# Task requirements:
Scan the data below and pick out the lines containing the word "shadow".

=== Section Start ===

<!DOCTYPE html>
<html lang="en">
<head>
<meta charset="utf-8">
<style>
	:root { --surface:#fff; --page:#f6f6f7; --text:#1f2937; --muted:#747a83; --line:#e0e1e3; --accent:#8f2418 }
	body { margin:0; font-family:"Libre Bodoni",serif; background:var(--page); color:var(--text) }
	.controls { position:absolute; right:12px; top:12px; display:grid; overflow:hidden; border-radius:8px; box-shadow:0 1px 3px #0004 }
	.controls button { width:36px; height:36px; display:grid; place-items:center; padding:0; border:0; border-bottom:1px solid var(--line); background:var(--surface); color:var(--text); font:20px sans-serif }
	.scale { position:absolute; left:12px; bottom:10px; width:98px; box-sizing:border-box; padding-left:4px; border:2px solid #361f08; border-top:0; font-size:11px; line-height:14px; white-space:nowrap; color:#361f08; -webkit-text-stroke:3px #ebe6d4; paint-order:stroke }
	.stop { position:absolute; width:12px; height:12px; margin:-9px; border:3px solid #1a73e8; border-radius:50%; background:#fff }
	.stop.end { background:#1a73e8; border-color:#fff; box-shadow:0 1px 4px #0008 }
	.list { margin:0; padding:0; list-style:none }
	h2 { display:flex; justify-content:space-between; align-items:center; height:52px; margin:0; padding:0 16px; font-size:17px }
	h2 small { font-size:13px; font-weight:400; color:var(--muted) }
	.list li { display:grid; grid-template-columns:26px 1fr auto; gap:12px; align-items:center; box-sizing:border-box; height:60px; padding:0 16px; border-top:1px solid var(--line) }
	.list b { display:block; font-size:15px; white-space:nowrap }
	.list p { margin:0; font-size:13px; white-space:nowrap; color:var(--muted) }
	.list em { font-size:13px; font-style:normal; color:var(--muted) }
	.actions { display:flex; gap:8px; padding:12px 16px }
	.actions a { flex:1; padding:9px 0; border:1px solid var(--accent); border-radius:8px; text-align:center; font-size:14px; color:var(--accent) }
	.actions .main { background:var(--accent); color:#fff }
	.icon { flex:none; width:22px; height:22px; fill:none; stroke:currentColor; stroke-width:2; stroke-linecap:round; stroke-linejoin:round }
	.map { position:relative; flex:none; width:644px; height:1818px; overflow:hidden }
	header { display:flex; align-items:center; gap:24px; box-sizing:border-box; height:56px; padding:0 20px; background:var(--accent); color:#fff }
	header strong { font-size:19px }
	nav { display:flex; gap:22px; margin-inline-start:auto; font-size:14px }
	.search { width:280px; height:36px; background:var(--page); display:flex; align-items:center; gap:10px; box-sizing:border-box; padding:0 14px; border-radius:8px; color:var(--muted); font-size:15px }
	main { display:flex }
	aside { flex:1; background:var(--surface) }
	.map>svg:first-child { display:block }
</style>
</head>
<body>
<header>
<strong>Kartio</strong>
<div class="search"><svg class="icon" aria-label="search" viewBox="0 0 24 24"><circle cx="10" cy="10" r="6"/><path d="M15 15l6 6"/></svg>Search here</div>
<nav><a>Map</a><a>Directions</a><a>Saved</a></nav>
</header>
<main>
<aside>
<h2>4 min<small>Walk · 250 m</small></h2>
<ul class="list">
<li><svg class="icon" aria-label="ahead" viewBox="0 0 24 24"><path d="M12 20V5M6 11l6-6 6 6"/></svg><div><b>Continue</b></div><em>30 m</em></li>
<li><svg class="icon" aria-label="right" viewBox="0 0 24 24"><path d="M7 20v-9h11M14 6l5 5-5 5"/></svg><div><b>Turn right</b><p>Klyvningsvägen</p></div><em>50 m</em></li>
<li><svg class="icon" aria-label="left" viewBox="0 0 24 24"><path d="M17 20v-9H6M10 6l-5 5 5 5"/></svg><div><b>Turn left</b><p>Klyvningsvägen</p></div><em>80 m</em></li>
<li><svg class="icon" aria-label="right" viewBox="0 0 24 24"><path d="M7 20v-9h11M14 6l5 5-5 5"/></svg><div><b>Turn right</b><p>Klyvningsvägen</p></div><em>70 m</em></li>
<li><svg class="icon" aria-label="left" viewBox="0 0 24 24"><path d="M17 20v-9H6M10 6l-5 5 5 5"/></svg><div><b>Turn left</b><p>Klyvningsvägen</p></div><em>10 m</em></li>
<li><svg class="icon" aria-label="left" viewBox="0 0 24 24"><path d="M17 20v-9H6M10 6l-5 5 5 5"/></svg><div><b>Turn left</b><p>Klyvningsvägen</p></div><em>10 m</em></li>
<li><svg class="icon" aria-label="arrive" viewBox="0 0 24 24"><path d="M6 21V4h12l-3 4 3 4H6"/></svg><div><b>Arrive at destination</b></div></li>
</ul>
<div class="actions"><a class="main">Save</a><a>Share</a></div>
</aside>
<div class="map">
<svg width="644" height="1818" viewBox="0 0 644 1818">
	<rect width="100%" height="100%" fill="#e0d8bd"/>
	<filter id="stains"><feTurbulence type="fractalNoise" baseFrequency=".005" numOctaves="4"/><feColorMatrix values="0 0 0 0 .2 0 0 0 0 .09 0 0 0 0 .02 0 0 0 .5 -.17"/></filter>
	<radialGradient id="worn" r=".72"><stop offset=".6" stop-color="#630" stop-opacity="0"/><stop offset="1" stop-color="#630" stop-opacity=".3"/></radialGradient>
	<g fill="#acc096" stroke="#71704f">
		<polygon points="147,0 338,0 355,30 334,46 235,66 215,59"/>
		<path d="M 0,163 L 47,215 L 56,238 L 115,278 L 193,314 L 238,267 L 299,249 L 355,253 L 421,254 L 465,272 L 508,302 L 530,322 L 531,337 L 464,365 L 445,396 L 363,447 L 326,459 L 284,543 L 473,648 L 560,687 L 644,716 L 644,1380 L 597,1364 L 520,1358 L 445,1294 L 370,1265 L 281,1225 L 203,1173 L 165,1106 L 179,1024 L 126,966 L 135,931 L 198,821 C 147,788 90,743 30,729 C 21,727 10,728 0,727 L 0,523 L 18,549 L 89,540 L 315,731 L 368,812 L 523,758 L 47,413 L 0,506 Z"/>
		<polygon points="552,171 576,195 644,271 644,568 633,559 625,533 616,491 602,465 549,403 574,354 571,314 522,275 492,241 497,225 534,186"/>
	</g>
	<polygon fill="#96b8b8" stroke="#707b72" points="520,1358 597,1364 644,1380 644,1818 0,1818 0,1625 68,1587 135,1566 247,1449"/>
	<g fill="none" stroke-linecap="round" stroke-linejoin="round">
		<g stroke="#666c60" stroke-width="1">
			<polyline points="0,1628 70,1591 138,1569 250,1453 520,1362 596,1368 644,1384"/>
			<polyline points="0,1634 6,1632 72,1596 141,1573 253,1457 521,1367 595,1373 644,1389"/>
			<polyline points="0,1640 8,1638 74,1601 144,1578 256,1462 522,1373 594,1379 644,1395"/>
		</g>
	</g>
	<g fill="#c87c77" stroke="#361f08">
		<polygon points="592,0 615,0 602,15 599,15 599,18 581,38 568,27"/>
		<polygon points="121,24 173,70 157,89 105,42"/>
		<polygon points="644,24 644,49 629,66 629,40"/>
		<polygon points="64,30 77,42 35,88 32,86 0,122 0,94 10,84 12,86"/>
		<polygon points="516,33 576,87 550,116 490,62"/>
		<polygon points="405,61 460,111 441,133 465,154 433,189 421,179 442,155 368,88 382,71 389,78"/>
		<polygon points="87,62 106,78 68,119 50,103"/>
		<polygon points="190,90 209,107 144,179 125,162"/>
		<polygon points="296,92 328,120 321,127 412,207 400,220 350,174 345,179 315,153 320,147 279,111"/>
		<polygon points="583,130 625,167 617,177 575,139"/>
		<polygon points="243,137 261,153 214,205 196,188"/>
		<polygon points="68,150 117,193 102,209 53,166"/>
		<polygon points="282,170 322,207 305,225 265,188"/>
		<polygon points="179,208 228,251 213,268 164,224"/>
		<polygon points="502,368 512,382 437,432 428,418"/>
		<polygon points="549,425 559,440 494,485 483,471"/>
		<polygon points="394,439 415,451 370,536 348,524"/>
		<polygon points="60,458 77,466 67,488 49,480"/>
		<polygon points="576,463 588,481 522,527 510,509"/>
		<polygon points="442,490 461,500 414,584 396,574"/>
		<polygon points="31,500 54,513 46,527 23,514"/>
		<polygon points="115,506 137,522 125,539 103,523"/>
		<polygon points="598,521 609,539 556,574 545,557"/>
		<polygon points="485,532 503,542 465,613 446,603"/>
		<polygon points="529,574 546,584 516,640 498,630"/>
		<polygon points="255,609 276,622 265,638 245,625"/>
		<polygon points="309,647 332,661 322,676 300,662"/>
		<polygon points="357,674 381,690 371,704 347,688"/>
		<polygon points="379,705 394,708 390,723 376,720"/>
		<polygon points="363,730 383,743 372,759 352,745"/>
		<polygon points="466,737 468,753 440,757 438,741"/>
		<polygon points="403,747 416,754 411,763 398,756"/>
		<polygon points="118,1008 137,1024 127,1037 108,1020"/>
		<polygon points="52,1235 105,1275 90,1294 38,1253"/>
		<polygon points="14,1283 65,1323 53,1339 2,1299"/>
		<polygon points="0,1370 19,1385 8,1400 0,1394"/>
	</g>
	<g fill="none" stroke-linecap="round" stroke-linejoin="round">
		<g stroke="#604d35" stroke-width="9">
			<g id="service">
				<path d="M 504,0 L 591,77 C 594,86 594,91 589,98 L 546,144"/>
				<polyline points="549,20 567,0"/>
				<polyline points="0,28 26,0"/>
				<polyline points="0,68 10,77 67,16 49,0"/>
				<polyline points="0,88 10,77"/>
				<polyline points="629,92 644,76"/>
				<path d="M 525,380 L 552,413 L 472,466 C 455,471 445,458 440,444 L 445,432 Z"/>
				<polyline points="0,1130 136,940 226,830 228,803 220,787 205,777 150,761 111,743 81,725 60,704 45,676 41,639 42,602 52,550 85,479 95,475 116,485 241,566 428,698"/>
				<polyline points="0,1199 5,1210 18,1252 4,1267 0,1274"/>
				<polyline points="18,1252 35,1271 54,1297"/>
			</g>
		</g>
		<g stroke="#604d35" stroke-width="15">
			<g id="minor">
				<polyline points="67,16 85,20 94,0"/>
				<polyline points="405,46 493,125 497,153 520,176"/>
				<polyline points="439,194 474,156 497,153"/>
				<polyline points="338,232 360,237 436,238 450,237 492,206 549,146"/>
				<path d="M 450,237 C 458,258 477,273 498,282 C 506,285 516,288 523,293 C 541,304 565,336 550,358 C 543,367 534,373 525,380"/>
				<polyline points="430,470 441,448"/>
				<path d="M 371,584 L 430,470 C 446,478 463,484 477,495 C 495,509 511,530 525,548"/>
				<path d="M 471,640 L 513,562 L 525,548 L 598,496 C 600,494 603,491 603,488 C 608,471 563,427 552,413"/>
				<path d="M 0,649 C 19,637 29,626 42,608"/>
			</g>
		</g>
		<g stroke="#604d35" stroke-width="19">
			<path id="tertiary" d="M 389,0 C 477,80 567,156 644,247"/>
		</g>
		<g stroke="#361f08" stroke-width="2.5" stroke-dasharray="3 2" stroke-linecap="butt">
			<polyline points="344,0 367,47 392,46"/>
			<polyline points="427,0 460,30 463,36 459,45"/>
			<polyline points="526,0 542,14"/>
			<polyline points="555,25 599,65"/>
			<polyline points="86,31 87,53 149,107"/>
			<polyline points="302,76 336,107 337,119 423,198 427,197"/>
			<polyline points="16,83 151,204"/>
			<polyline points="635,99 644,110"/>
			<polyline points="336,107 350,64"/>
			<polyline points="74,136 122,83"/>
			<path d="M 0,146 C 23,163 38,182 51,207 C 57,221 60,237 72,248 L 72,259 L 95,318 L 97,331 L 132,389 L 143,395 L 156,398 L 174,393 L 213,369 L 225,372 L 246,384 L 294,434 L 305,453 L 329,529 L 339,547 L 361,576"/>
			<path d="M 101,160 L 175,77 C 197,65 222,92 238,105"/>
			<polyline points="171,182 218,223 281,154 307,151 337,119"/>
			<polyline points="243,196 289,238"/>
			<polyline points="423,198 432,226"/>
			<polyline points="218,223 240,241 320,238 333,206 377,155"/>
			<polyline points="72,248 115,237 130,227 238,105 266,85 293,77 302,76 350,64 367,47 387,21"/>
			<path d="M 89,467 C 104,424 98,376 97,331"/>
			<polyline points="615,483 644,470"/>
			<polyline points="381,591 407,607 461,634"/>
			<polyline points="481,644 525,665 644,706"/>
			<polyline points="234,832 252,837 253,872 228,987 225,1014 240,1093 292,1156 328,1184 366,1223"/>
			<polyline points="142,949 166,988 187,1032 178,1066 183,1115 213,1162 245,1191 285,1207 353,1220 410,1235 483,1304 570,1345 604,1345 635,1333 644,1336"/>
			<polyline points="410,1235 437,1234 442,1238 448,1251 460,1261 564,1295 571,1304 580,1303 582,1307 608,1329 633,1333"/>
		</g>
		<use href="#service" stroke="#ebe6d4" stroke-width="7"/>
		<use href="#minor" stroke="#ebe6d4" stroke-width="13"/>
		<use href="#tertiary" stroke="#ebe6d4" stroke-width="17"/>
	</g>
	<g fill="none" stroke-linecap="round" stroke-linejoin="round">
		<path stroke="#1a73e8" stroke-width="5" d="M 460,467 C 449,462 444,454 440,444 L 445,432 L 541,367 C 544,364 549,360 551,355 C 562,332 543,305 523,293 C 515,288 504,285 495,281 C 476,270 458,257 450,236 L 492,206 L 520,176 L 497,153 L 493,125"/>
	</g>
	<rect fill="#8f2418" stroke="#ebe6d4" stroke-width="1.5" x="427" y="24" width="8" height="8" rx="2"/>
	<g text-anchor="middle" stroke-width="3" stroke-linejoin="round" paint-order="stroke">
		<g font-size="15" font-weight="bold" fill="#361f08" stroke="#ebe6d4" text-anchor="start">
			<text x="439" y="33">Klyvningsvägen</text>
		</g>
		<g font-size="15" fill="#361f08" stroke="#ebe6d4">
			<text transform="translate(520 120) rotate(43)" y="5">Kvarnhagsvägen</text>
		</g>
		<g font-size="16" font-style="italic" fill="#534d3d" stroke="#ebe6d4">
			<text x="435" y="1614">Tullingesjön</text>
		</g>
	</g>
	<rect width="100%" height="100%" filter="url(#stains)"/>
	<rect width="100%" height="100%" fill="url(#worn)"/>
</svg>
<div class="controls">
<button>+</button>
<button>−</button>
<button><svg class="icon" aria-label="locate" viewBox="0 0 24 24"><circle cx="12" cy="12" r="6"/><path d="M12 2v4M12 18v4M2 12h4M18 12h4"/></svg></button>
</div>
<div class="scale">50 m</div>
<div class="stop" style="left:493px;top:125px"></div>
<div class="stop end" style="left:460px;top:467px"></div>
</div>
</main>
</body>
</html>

=== Section End ===

# Completed task:
	.controls { position:absolute; right:12px; top:12px; display:grid; overflow:hidden; border-radius:8px; box-shadow:0 1px 3px #0004 }
	.stop.end { background:#1a73e8; border-color:#fff; box-shadow:0 1px 4px #0008 }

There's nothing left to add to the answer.